Южный почтовый (Сент-Экзюпери) - страница 33

Порыв иссяк, желания больше не было. Он думал: «Тебе нечего мне дать, у тебя нет того, что мне нужно». Но его одиночество было таким нестерпимым, что она все-таки понадобилась ему.



XIII


Она боится этого молчаливого мужчины. Ночью она просыпается, он спит рядом, — а ей кажется, что ее бросили на пустынном берегу.

— Обними меня!

Все равно ее охватывает нежность… Но слишком много в нем неведомого: его сны за высоким лбом, его жизнь, притаившаяся в сильном теле… Лежа у него на груди, она чувствует, как эта грудь подымается и опадает, словно морская волна, — и ей страшно, как если плыть над пучиной. Прижав ухо, она слышит резкий стук сердца — не то работает мотор, не то кирка в щепу разносит старый дом, — теперь на нее нахлынуло ощущение стремительного, неудержимого бегства. Она что-то говорит, хочет его разбудить, — молчание. Она считает секунды до его ответа — как от молнии до грома: раз… два… три… Гроза еще далеко, за полями. Он закрывает глаза — она пытается поднять его тяжелую, точно у мертвеца, голову — словно булыжник, обеими руками.

— Милый, что за тоска…

Таинственный спутник.

Безгласные, вытянувшись бок о бок, он и она. И жизнь, как река, стремит сквозь них свое головокружительное бегство. Тело — пирога, брошенная на волю потока…

— Который час?

Вот и приехали. Странное путешествие.

— Милый!

Она прижимается к нему — голова запрокинута, волосы спутаны, словно только что вынырнула. Такой, с прилипшими ко лбу прядями и помятым лицом, выходит женщина из сна или любовной игры — будто из пучины вод.

— Который час?

Ах, к чему это? Часы пролетают, как захолустные полустанки, — полночь, час, два, — их навсегда отбрасывает назад. И что-то неудержимое ускользает сквозь пальцы. Стареть — это совсем не трудно.

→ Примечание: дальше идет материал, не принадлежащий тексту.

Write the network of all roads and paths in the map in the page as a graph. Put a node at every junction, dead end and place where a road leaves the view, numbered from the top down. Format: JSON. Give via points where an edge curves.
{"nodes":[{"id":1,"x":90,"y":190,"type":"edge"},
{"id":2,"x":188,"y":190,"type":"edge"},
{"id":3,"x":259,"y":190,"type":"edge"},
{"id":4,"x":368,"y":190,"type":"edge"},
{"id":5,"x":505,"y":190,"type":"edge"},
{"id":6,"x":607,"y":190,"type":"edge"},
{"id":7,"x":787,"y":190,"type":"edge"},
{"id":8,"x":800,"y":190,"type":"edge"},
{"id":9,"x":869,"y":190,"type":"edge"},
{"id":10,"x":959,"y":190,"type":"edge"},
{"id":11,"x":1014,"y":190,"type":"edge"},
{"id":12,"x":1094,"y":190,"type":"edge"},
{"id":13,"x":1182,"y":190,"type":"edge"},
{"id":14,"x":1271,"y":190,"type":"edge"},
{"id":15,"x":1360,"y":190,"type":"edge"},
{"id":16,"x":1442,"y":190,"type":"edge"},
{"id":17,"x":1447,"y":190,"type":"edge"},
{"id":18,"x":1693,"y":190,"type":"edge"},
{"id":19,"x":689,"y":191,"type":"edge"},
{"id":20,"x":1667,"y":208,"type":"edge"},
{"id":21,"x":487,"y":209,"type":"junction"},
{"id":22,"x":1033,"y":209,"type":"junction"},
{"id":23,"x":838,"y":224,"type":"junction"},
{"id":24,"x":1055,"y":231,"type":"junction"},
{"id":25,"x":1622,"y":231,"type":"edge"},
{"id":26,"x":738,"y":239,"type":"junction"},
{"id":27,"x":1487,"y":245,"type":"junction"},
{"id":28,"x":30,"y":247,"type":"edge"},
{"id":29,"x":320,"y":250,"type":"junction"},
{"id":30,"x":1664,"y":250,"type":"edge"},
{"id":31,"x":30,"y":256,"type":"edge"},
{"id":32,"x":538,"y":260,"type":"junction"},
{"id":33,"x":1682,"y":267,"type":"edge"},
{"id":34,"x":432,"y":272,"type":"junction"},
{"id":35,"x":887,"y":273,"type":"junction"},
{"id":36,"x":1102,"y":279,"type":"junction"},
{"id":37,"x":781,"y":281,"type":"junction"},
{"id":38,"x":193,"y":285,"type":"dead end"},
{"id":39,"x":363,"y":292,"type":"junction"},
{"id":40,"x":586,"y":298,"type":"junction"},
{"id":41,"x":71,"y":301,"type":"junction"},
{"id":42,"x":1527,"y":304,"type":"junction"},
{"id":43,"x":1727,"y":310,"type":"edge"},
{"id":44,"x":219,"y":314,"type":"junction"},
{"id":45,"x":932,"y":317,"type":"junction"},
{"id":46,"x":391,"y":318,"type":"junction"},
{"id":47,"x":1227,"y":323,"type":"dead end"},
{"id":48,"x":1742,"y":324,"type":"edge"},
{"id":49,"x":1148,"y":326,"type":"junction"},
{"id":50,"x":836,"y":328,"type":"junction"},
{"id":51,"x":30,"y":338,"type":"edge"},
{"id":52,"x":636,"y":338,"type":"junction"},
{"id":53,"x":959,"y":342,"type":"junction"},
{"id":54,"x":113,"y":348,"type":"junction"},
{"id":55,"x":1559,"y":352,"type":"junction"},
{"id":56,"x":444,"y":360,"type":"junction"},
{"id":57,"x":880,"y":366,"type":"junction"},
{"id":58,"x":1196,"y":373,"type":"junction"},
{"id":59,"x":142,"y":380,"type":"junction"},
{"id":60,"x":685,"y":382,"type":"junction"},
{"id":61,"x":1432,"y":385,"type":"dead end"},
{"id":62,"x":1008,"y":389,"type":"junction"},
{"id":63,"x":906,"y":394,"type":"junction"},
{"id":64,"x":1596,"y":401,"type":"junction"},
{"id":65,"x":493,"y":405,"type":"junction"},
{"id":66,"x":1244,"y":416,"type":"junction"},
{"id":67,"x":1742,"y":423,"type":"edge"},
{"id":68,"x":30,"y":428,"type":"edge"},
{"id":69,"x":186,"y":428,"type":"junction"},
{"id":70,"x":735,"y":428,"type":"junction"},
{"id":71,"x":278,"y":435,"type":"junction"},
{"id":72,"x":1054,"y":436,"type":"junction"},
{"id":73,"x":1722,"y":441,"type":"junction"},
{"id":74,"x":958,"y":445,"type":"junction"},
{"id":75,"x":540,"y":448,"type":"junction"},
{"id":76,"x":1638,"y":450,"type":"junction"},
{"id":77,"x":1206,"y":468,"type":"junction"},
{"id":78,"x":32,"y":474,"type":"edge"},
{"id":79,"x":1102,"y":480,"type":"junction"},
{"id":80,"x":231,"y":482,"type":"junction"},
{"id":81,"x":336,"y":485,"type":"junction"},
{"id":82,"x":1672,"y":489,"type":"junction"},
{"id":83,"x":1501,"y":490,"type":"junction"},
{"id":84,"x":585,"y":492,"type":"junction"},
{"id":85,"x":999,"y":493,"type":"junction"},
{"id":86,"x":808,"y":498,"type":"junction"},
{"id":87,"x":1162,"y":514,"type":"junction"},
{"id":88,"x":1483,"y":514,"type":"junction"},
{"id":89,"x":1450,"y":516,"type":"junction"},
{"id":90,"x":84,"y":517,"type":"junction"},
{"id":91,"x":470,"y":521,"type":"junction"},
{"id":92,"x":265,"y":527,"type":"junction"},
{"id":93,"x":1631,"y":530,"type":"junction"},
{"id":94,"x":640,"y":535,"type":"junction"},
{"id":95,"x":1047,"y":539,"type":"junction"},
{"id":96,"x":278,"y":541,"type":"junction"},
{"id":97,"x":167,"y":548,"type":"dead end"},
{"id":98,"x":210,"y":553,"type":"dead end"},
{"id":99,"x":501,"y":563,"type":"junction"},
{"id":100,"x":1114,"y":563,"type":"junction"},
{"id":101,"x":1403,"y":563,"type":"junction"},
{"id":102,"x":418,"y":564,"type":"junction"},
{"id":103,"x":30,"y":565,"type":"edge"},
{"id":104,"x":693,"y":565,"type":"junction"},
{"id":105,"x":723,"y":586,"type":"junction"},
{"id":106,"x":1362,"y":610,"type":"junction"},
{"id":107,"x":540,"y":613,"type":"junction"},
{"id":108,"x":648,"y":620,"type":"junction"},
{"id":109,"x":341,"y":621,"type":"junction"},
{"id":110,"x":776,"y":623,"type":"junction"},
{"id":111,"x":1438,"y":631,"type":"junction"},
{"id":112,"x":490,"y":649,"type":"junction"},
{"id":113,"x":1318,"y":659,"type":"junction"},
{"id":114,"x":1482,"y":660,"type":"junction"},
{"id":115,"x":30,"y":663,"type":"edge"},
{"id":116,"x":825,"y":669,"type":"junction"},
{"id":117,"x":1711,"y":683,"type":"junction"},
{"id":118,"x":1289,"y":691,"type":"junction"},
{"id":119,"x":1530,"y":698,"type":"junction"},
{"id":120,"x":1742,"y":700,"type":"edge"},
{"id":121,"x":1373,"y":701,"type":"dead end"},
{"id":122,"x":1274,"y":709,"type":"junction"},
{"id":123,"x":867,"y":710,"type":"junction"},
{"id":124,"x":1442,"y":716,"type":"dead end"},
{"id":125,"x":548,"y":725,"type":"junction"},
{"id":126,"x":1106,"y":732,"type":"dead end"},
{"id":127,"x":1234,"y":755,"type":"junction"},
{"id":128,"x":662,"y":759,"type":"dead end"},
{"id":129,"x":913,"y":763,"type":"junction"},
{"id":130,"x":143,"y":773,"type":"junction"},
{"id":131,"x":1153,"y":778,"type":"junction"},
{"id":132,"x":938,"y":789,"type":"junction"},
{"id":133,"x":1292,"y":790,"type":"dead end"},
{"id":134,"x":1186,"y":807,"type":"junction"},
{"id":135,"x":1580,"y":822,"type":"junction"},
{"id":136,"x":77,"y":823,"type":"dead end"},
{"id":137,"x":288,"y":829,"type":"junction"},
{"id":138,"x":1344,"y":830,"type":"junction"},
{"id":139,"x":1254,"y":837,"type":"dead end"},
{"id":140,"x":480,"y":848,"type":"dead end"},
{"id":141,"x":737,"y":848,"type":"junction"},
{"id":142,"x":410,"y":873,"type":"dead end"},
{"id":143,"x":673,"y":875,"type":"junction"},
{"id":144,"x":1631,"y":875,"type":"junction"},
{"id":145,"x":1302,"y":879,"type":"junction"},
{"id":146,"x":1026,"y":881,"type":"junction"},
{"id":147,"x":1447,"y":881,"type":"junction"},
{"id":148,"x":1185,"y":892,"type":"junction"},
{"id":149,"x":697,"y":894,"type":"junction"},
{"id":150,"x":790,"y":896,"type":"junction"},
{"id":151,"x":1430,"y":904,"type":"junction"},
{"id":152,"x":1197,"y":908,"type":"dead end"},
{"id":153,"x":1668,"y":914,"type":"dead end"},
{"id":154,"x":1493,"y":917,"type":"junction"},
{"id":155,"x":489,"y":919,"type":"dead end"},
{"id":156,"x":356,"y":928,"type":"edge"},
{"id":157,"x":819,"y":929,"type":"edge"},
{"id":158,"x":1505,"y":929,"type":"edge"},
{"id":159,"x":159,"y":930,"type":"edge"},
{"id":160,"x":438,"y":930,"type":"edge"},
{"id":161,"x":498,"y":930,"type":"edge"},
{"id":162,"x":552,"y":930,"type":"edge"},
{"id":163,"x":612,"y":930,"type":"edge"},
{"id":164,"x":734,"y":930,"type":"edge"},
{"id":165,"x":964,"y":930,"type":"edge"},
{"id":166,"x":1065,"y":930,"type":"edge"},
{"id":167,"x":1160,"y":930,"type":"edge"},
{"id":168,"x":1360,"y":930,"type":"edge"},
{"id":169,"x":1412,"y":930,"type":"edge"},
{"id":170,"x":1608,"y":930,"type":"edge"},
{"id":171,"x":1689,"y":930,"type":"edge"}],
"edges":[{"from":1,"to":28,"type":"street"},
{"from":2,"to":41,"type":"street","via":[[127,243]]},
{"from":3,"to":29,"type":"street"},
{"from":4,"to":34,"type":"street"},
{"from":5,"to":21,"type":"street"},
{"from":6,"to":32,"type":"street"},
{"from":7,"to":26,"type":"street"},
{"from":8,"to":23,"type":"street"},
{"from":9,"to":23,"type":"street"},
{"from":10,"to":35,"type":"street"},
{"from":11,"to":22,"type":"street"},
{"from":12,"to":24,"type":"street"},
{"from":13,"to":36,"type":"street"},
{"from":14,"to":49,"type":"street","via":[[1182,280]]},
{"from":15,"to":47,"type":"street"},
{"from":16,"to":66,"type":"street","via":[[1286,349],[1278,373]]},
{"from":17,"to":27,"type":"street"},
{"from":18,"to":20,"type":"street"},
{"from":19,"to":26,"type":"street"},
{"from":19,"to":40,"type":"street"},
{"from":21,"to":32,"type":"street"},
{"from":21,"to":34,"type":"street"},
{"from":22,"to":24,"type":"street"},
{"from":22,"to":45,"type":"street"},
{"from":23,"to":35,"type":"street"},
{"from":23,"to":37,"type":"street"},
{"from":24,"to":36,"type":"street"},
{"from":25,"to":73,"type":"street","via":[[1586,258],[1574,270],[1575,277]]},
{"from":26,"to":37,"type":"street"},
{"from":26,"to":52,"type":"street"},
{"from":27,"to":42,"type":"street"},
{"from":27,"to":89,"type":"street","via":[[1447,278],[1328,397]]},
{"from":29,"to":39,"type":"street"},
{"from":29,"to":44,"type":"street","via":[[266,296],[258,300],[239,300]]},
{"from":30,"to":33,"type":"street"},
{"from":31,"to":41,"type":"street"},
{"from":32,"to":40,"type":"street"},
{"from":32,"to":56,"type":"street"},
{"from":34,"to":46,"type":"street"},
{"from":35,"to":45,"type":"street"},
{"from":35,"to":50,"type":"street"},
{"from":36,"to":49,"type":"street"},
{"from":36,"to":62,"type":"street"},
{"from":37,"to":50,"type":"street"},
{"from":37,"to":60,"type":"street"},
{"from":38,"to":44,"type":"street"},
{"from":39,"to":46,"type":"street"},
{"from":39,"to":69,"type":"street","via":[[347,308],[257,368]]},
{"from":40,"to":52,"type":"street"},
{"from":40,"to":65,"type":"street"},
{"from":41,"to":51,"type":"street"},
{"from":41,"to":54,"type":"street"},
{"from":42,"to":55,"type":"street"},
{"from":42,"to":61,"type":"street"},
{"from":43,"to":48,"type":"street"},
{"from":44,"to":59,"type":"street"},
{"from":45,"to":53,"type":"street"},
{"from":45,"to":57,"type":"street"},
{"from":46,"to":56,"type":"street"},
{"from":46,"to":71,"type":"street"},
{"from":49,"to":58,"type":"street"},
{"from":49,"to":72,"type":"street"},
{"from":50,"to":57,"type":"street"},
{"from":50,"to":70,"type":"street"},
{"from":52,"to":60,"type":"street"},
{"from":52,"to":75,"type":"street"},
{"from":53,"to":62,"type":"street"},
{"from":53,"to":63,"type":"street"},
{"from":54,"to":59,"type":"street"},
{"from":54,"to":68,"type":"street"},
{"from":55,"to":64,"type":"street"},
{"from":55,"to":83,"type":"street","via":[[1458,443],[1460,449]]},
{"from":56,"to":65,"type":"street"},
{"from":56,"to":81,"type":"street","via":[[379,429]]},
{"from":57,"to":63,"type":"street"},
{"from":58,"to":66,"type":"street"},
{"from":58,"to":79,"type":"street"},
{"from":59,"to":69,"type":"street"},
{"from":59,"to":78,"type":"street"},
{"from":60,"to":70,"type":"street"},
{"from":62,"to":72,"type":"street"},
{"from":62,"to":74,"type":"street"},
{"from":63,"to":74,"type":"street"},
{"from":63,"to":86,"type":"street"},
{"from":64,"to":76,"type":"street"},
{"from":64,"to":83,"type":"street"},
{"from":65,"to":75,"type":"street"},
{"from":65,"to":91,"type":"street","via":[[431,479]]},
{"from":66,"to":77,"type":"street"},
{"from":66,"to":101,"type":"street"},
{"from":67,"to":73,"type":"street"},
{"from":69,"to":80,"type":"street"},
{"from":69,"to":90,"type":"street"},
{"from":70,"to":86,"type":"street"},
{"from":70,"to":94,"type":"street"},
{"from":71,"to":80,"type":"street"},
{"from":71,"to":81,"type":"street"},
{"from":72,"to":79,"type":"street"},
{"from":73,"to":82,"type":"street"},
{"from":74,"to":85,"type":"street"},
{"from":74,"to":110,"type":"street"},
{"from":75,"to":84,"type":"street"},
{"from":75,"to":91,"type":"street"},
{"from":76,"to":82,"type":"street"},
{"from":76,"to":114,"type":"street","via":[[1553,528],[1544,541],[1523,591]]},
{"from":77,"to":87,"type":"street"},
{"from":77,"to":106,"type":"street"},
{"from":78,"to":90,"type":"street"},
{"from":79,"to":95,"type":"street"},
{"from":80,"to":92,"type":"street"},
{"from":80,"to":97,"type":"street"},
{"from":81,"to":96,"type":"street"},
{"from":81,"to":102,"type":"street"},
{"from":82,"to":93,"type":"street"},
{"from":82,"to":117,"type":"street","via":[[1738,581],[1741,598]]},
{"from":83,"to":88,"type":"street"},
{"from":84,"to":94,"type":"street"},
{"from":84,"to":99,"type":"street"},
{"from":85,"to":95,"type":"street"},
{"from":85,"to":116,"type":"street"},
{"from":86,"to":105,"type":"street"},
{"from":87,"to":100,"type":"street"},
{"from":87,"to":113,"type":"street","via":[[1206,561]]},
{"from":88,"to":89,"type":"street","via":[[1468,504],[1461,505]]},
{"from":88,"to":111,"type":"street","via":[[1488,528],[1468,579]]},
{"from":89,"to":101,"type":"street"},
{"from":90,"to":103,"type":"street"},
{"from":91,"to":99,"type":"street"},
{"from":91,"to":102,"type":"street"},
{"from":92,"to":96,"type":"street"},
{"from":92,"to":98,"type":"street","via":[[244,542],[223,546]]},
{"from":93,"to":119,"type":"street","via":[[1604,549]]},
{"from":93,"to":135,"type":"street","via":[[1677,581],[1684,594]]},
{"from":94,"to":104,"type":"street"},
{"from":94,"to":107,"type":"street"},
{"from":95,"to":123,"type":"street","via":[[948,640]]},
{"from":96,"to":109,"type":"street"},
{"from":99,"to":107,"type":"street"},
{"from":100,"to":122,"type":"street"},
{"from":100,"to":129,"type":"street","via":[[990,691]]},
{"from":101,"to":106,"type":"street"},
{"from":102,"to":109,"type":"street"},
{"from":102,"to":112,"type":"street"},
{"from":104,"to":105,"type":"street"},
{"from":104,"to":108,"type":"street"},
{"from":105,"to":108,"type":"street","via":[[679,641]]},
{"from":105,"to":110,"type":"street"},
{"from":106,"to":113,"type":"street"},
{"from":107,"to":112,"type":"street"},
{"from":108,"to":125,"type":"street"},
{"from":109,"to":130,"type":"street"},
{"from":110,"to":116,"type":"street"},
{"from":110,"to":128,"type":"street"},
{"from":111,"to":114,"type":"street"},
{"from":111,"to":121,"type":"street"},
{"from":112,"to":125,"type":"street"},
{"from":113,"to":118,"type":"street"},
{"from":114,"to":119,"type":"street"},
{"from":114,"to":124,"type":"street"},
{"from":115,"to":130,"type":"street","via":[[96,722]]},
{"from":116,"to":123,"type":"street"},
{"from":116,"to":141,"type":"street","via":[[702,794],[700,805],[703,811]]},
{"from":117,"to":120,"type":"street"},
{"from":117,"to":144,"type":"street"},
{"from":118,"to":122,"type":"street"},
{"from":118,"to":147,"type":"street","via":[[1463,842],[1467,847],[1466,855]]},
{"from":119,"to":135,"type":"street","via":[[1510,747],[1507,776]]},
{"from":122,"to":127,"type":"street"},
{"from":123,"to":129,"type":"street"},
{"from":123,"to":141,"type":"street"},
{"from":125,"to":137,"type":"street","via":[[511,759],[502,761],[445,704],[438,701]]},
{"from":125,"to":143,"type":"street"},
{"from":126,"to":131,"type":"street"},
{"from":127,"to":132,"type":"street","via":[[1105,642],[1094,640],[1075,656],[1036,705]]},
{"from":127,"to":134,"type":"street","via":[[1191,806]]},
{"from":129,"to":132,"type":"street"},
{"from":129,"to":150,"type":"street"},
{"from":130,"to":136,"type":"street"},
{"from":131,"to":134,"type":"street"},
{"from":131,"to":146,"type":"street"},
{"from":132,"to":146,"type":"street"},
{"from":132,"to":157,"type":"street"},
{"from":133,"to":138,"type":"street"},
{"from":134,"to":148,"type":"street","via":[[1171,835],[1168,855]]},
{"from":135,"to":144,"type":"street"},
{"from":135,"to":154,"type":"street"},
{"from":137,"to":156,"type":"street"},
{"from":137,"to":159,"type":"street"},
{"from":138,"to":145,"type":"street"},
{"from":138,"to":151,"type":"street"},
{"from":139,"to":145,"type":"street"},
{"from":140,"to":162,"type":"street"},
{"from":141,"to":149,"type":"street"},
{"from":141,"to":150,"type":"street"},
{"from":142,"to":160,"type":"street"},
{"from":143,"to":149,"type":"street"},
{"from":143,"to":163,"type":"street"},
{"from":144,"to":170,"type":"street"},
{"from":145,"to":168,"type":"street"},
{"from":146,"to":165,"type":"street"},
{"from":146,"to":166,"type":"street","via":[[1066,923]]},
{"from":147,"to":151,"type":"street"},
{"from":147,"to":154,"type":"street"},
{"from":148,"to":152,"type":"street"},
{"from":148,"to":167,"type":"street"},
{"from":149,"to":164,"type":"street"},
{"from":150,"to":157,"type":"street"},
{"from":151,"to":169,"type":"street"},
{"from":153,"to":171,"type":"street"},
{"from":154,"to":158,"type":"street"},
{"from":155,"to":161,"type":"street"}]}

— Представляю — ты уже седой, а я — твоя смиренная подруга…

Стареть совсем не трудно.

Но как трудна вот эта минута — червоточина в ней снова чуточку отдаляет приход последнего покоя.

— Расскажи мне об этих твоих краях.

— Знаешь, там…

Бернис понимает, что ничего не выйдет. Города, моря, родные страны — всюду одно и то же. Лишь мимолетный образ порой — угадываешь, не постигая; но его и не передать.

Он проводит ладонью по животу этой женщины: здесь плоть так беззащитна. Женщина, самое обнаженное из всех живых существ, и светится самым нежным светом. Он думает об этой жизни, о таинственной силе, которая животворит это тело, согревает его, не хуже солнца, внутренним теплом. Бернис не сказал бы, что она нежна или красива: она — теплая. Теплая, как зверек. Живая. И в ее теле неустанно бьется сердце — источник жизни, такой непохожей на его жизнь.